Keypoint coordinate data:
#####

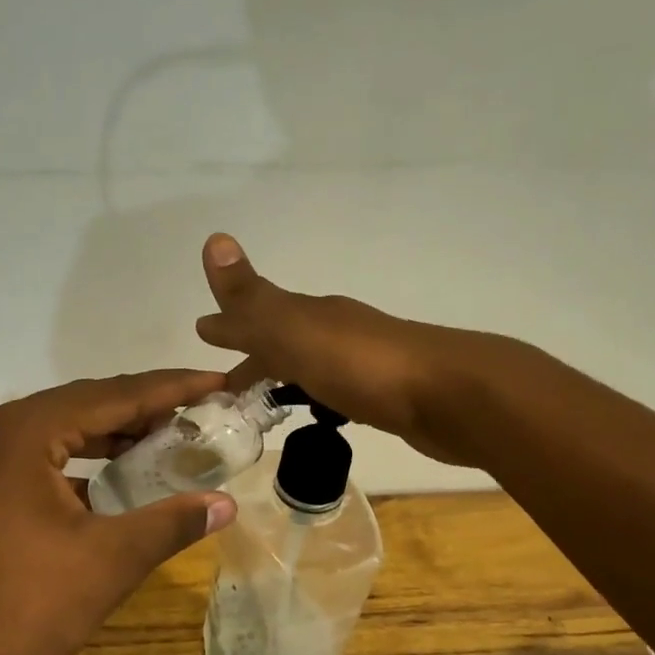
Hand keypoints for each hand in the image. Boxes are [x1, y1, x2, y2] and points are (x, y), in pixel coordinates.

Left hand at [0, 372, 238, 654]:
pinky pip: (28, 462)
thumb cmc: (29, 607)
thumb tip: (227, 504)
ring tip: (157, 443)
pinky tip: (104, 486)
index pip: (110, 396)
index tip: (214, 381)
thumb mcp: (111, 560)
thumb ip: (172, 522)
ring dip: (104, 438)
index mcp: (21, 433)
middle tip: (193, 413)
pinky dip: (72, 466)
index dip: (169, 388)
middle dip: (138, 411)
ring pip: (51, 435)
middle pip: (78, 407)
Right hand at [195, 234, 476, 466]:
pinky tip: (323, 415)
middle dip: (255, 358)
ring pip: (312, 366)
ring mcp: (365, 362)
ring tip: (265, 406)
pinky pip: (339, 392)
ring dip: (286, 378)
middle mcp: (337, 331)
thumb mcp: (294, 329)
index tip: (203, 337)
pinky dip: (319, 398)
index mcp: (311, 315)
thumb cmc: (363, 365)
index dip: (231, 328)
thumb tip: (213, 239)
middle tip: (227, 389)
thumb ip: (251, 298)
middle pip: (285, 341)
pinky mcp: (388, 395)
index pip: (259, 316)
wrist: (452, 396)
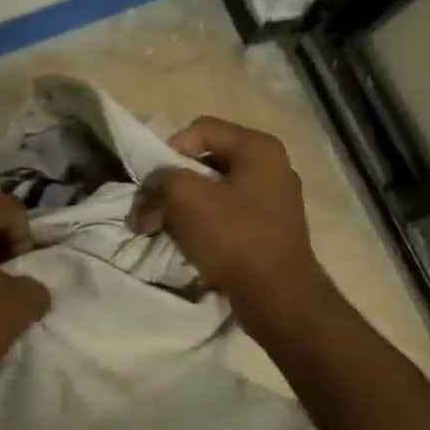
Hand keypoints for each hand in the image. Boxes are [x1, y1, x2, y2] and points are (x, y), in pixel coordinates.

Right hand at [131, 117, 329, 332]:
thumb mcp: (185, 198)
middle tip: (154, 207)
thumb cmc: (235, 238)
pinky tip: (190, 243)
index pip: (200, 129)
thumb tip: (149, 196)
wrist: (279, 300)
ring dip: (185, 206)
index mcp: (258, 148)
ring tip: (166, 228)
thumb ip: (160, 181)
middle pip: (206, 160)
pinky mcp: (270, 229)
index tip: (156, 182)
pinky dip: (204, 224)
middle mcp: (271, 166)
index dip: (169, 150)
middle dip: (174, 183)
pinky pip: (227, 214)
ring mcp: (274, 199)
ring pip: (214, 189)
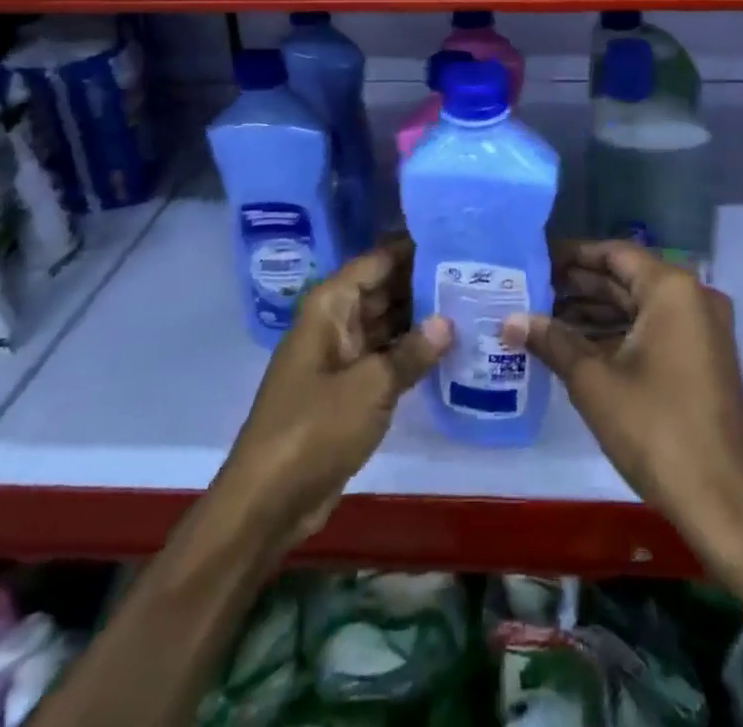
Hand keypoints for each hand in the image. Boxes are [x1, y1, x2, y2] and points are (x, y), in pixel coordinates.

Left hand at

#####

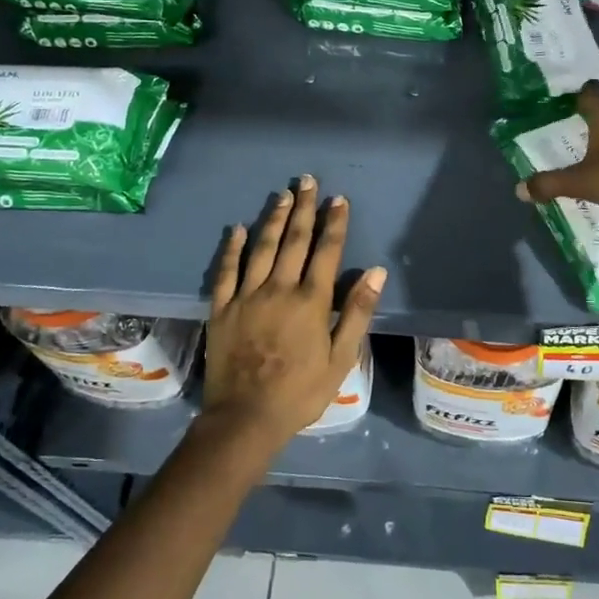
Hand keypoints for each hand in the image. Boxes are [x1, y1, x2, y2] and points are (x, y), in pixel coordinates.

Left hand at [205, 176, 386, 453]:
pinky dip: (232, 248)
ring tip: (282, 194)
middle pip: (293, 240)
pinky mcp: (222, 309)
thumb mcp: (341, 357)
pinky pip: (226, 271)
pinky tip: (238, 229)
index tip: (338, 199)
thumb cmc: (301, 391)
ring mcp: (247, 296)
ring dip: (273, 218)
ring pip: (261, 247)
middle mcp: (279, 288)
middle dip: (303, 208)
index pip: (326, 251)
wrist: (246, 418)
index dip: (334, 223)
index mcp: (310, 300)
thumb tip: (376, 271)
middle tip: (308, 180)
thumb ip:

#####

_WHAT YOU SHOULD DO_
A single number is needed: the count of lines in the records that include "Left".

_SOLUTION BELOW_
3